*ACTION ITEM*:
Could you repeat the data word for word while skipping the pictures?

[Stored records]

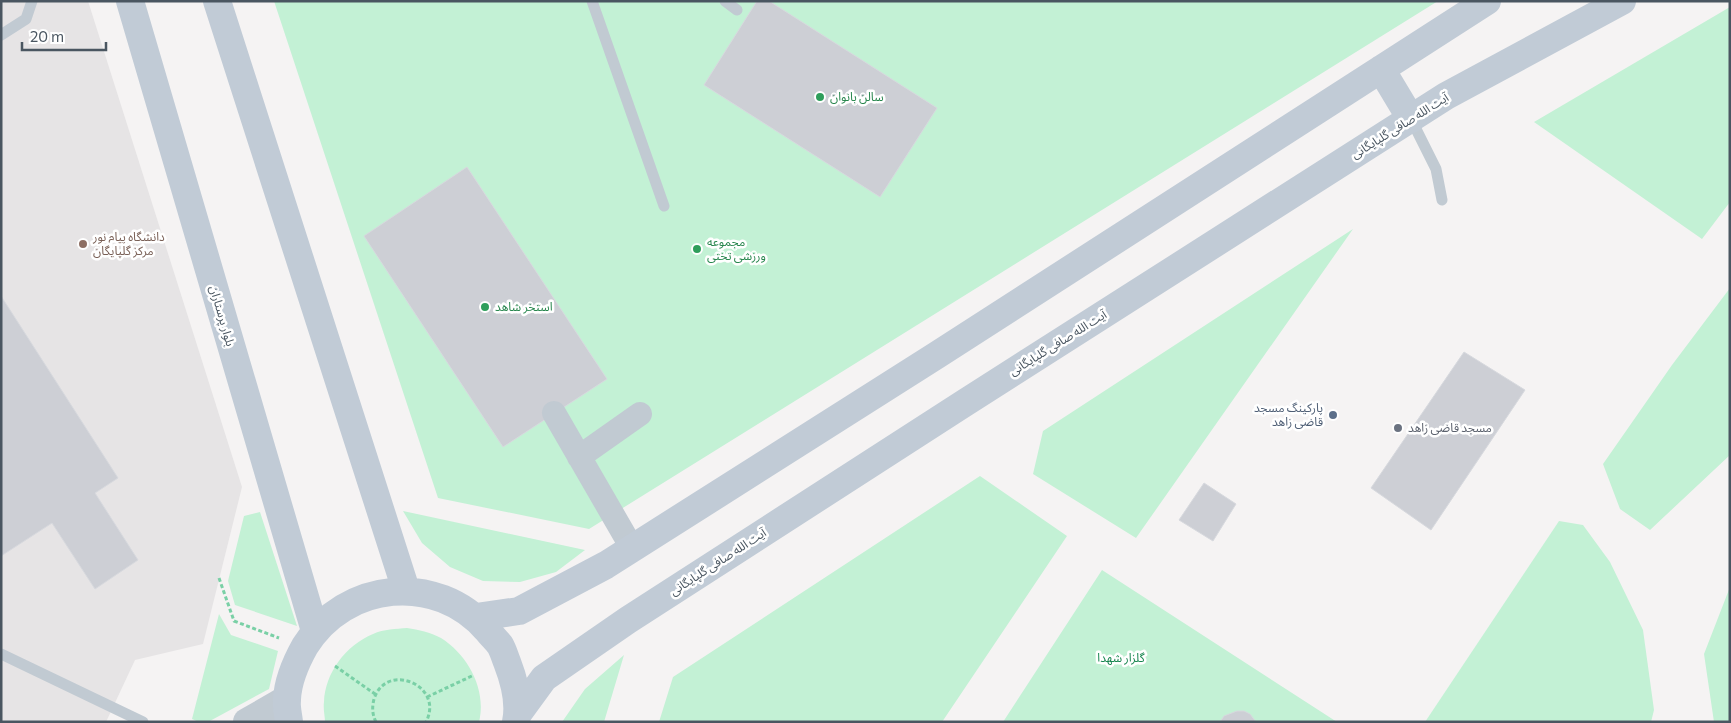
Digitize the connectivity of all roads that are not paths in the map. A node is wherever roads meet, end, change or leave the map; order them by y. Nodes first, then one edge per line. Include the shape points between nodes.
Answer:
1 (32, 1) edge
2 (130, 1) edge
3 (217, 1) edge
4 (592, 1) edge
5 (725, 1) edge
6 (1487, 1) edge
7 (1622, 1) edge
8 (737, 10) dead end
9 (1, 35) edge
10 (1381, 69) junction
11 (1411, 118) junction
12 (1442, 200) dead end
13 (664, 206) dead end
14 (554, 413) dead end
15 (640, 414) dead end
16 (579, 457) junction
17 (632, 548) junction
18 (406, 590) junction
19 (476, 617) junction
20 (310, 639) junction
21 (1, 654) edge
22 (288, 710) edge
23 (516, 718) edge
24 (143, 722) edge
25 (247, 722) edge

1 - 9 lane via 26,19
2 - 20 main road, بلوار پرستاران
3 - 18 main road
4 - 13 lane
5 - 8 lane
6 - 10 main road
7 - 11 main road, آیت الله صافی گلپایگانی
10 - 11 main road
10 - 17 main road
11 - 12 lane via 1436,170
11 - 23 main road, آیت الله صافی گلپایگانی via 628,620 544,678
14 - 16 street
15 - 16 street
16 - 17 street
17 - 19 main road via 518,611
18 - 19 main road via 443,598
18 - 20 main road via 372,594 341,608
19 - 23 main road via 500,644 514,678
20 - 22 main road via 295,663
21 - 24 lane
22 - 25 street

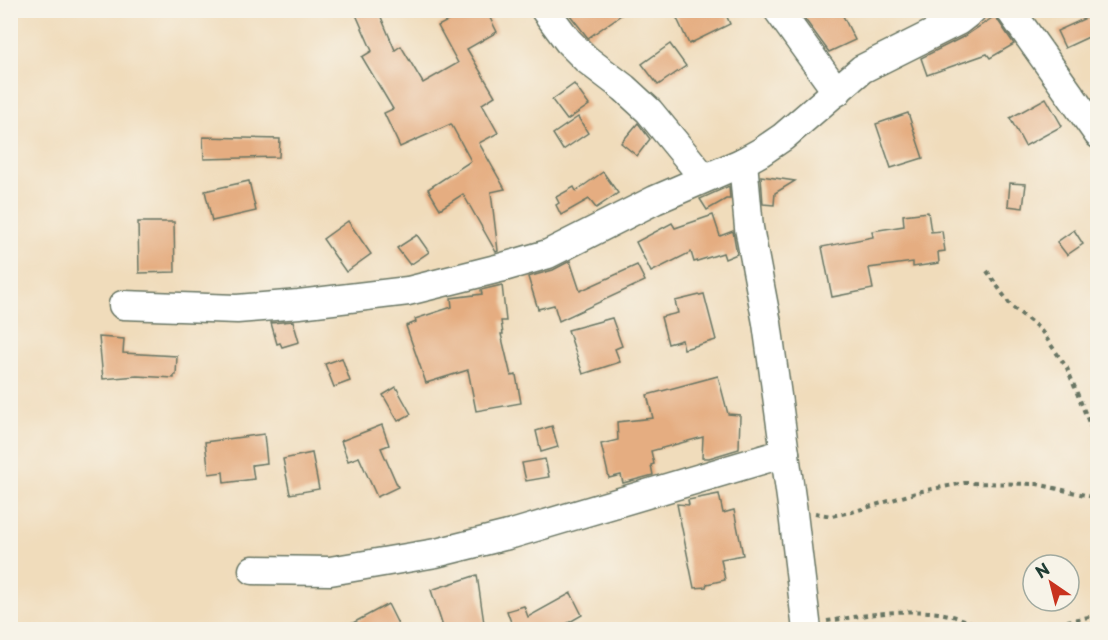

*EXERCISE RESPONSE*:
Digitize the connectivity of all roads that are not paths in the map. A node is wherever roads meet, end, change or leave the map; order them by y. Nodes first, then one edge per line. Include the shape points between nodes.
Answer:
1 (32, 1) edge
2 (130, 1) edge
3 (217, 1) edge
4 (592, 1) edge
5 (725, 1) edge
6 (1487, 1) edge
7 (1622, 1) edge
8 (737, 10) dead end
9 (1, 35) edge
10 (1381, 69) junction
11 (1411, 118) junction
12 (1442, 200) dead end
13 (664, 206) dead end
14 (554, 413) dead end
15 (640, 414) dead end
16 (579, 457) junction
17 (632, 548) junction
18 (406, 590) junction
19 (476, 617) junction
20 (310, 639) junction
21 (1, 654) edge
22 (288, 710) edge
23 (516, 718) edge
24 (143, 722) edge
25 (247, 722) edge

1 - 9 lane via 26,19
2 - 20 main road, بلوار پرستاران
3 - 18 main road
4 - 13 lane
5 - 8 lane
6 - 10 main road
7 - 11 main road, آیت الله صافی گلپایگانی
10 - 11 main road
10 - 17 main road
11 - 12 lane via 1436,170
11 - 23 main road, آیت الله صافی گلپایگانی via 628,620 544,678
14 - 16 street
15 - 16 street
16 - 17 street
17 - 19 main road via 518,611
18 - 19 main road via 443,598
18 - 20 main road via 372,594 341,608
19 - 23 main road via 500,644 514,678
20 - 22 main road via 295,663
21 - 24 lane
22 - 25 street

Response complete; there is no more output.